Indyk to be US Rep. to Israel-Palestinian Peace Talks

by Mitchell Plitnick

Martin Indyk is about to be named the US representative for the resuscitated Israel-Palestinian talks, according to a report from Israel’s Channel 2. (Though it seems Channel 2’s Ehud Yaari was not first with the news. That was actually the inestimable Laura Rozen at al-Monitor)

This says a great deal about the US role in the “peace process” and, indeed, the conflict in general. Indyk was the key force in founding the Washington Institute for Near East Policy (WINEP), which is, in essence, the think tank of the American Israel Public Affairs Committee (AIPAC). In fact, Indyk went from working for AIPAC to working for them as WINEP’s first Executive Director in 1985.

He went on to be Bill Clinton’s special assistant for the Middle East and senior director of Near East and South Asian Affairs at the National Security Council. His government service culminated in appointments as US Ambassador to Israel from April 1995 to September 1997 and again from January 2000 to July 2001. Indyk was as central as any figure to the construction — and failures — of the Oslo process, the Camp David II summit in 2000 and the following years of downward spiral.

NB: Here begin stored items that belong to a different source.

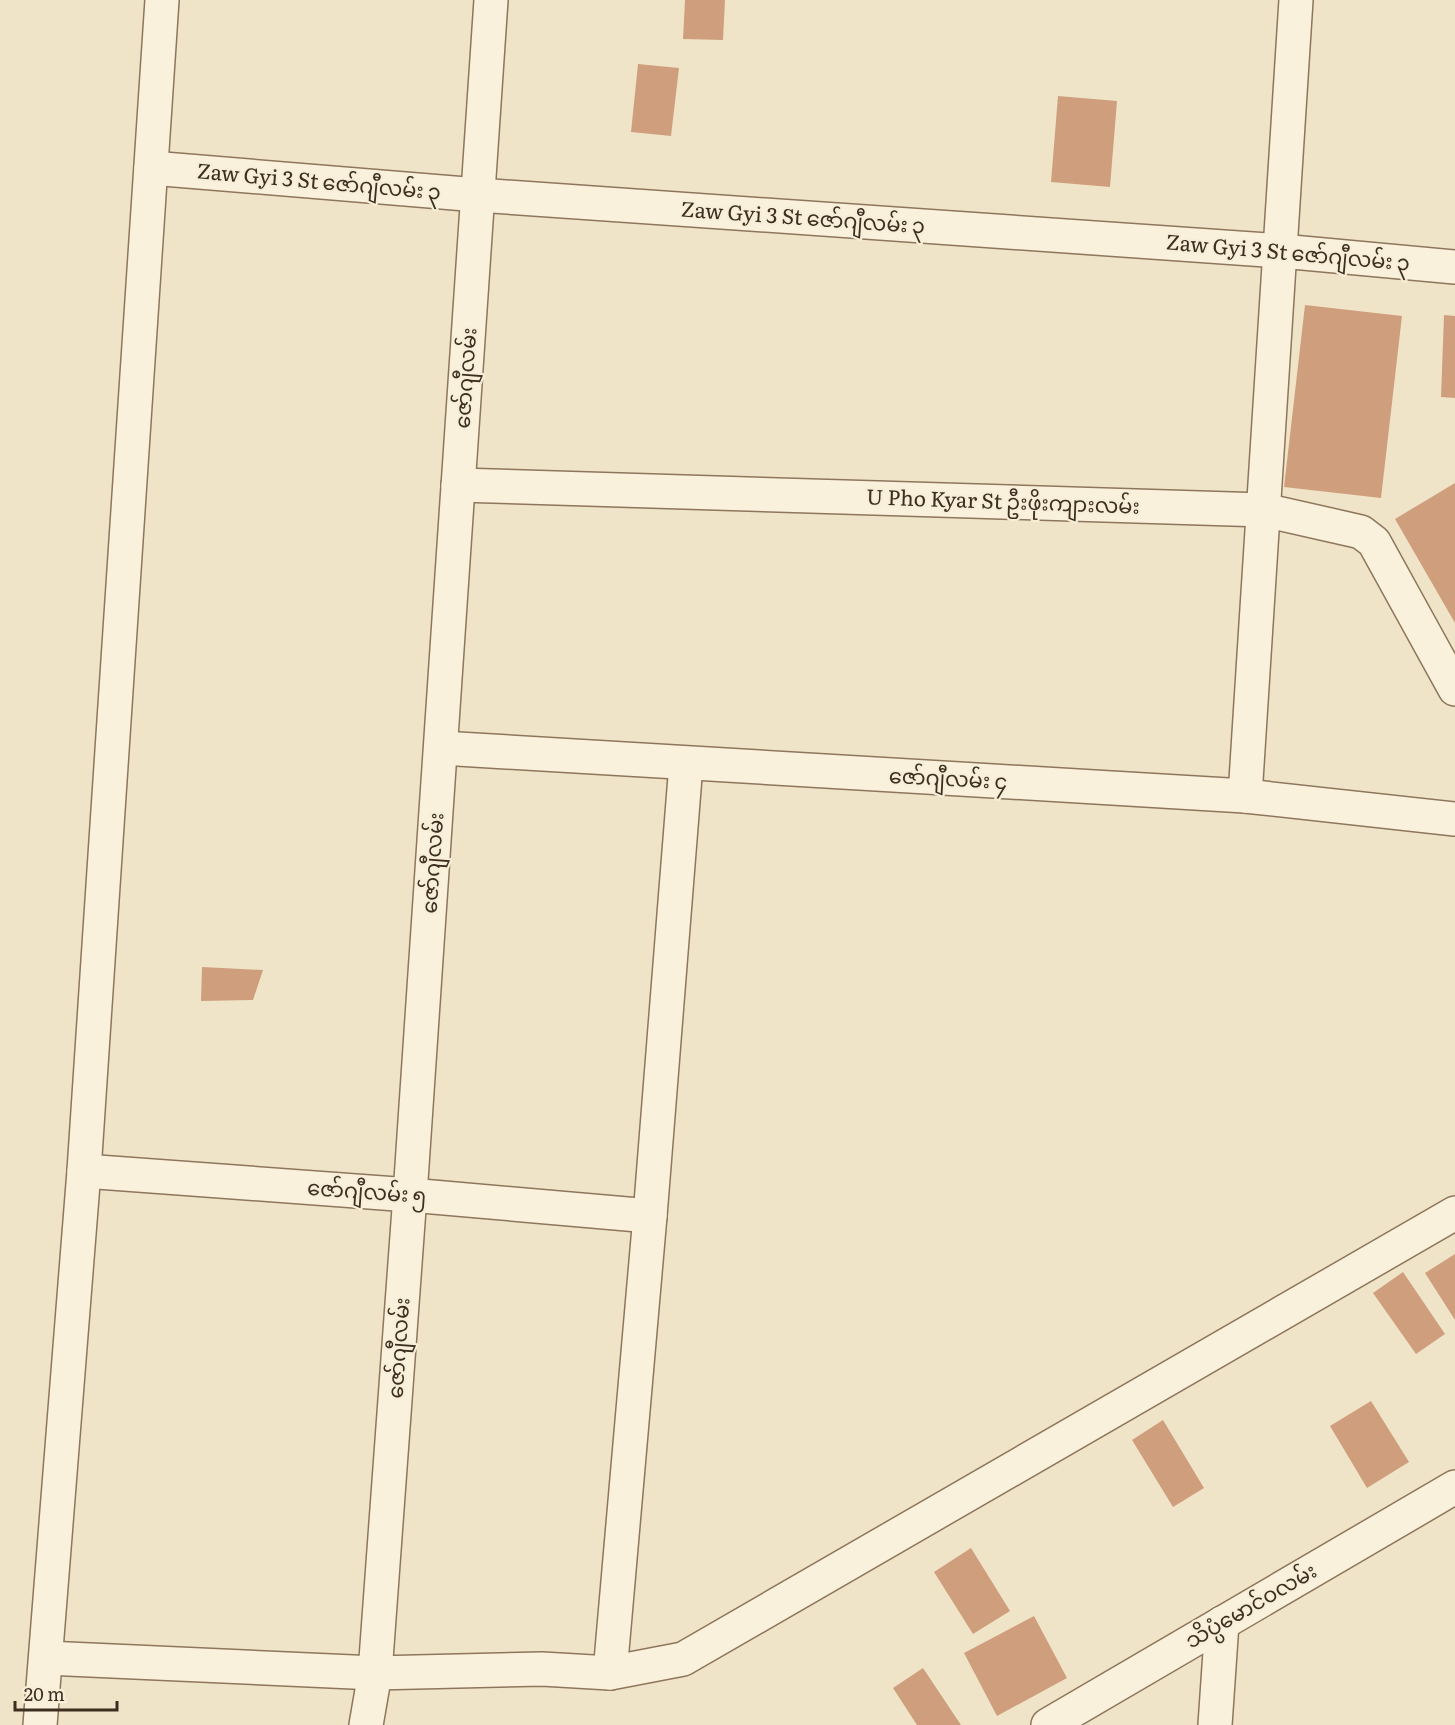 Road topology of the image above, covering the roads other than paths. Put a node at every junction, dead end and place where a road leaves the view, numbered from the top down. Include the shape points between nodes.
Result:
1 (162, 0) edge
2 (491, 0) edge
3 (1296, 0) edge
4 (152, 168) junction
5 (478, 195) junction
6 (1281, 251) junction
7 (1455, 267) edge
8 (458, 485) junction
9 (1264, 510) junction
10 (1455, 689) edge
11 (441, 748) junction
12 (686, 764) junction
13 (1245, 796) junction
14 (1455, 819) edge
15 (84, 1171) junction
16 (410, 1195) junction
17 (1455, 1213) edge
18 (650, 1216) junction
19 (1455, 1487) edge
20 (1222, 1623) junction
21 (46, 1658) junction
22 (375, 1673) junction
23 (610, 1673) junction
24 (40, 1725) edge
25 (366, 1725) edge
26 (1047, 1725) edge
27 (1215, 1725) edge

1 - 4 street
2 - 5 street, ဇော်ဂျီလမ်း
3 - 6 street
4 - 5 street, Zaw Gyi 3 St ဇော်ဂျီလမ်း ၃
4 - 15 street
5 - 6 street, Zaw Gyi 3 St ဇော်ဂျီလမ်း ၃
5 - 8 street, ဇော်ဂျီလမ်း
6 - 7 street, Zaw Gyi 3 St ဇော်ဂျီလမ်း ၃
6 - 9 street
8 - 9 street, U Pho Kyar St ဦးဖိုးကျားလမ်း
8 - 11 street, ဇော်ဂျီလမ်း
9 - 10 street, U Pho Kyar St ဦးဖိုးကျားလမ်း via 1361,532 1374,542
9 - 13 street
11 - 12 street, ဇော်ဂျီလမ်း ၄
11 - 16 street, ဇော်ဂျီလမ်း
12 - 13 street, ဇော်ဂျီလမ်း ၄
12 - 18 street
13 - 14 street, ဇော်ဂျီလမ်း ၄
15 - 16 street, ဇော်ဂျီလမ်း ၅
15 - 21 street
16 - 18 street, ဇော်ဂျီလမ်း ၅
16 - 22 street, ဇော်ဂျီလမ်း
17 - 23 street via 683,1659
18 - 23 street
19 - 20 street, သိပ္ပံမောင်ဝလမ်း
20 - 26 street, သိပ္ပံမောင်ဝလမ်း
20 - 27 street
21 - 22 street
21 - 24 street
22 - 23 street
22 - 25 street, ဇော်ဂျီလမ်း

Having said that, I have met Indyk on several occasions and have followed his more recent work as Vice President and Director for Foreign Policy at the Brookings Institution in Washington. He knows the Middle East, he knows Israel and, unlike other key figures, has pretty decent knowledge of the Palestinians as a people and their leadership. And Indyk’s views these days are not exactly in line with those of AIPAC. If AIPAC’s views can reasonably be described as in line with Benjamin Netanyahu’s and Likud’s, Indyk would be closer to, say, Tzipi Livni or even the Labor Party. I believe he genuinely supports a two-state solution and recognizes at the very least that such a solution, to be sustainable, needs to meet the minimal requirements of most Palestinians and not rely on what the US might be able to force the PA to accept.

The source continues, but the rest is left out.